In January 2019, EEP, an eclectic shoegaze band, formed in El Paso, Texas. Less than two years later, they’re receiving international recognition for a high-energy, eight-song album called “Death of a Very Good Machine.”
It all began when Rosie Varela wrote a song about her husband. He encouraged her to take it to friend and past collaborator, Ross Ingram, who owns a studio called Brainville. One song turned into several, with three other friends joining the band, including drummer Lawrence Brown. Varela, Ingram and Brown spoke with Texas Standard host David Brown.
Varela says the title of the song that brought the group together, “Hogar,” is Spanish for “home.”
“It’s about when you find a home with someone; when you feel totally understood and you feel at home,” she said. “It was just a joyful song.”

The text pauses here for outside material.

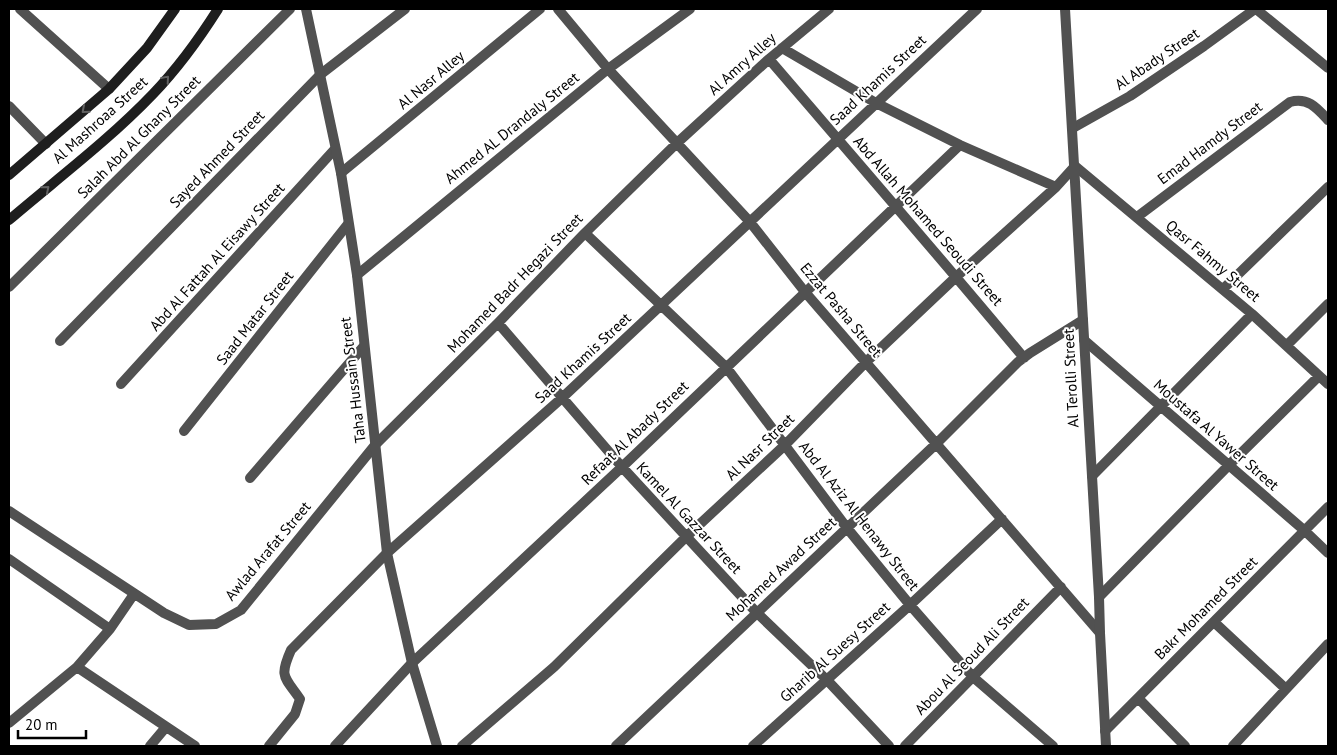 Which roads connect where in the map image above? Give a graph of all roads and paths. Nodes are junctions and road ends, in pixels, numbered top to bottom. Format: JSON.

Ingram said the group built the song by layering guitar and keyboard parts, and using “shoegaze standbys” like lots of reverb and delay “so it sounds like you’re in a canyon.”
Lawrence Brown says he doesn’t feel boxed in by the shoegaze style or label.
“When I came on the project, they said, ‘shoegaze, shoegaze’ – I have no idea what that even means,” Brown said.
He decided to add elements of psychedelic rock, reminiscent of El Paso’s The Mars Volta, to EEP’s music. His bandmates say they dug it.
El Paso influences the band in other ways: the group’s song “Canal” is about a father and daughter who drowned in a canal as they attempted to cross the border into the United States. They also wrote about the 2019 shooting that left 23 dead at an El Paso Walmart.
“El Paso’s got this wide-open feel to it, between the mountains and the open desert, and sounds carry for miles,” Ingram said. “You go out in your front yard and you can see Mexico, you can see New Mexico, you can see the border wall. And it all may be miles away from you physically, but it still feels very close because everything is so wide open.”
Varela says the title of EEP’s album came from a “sad accident”: she plugged instruments and microphones into a mixer, but soon knew she had a problem.
“It started smoking, and it started making this really weird, like, it sounded awful, but it also had a rhythm,” she said. “So I thought, ‘OK, before this thing melts down, I’m going to record this.'”
The members of EEP are not a homogenous group of 20-something rockers. Brown is blind, and Varela has limited mobility – and she’s 50 years old.
Brown says he hopes EEP’s music is remembered more than its members’ disabilities or ages.
“If that is something that we have to address, we should definitely address it,” he said.
“It’s part of our story in the sense that we did this as a really slow-roasted album … and partially, there were some days I couldn’t walk,” she said.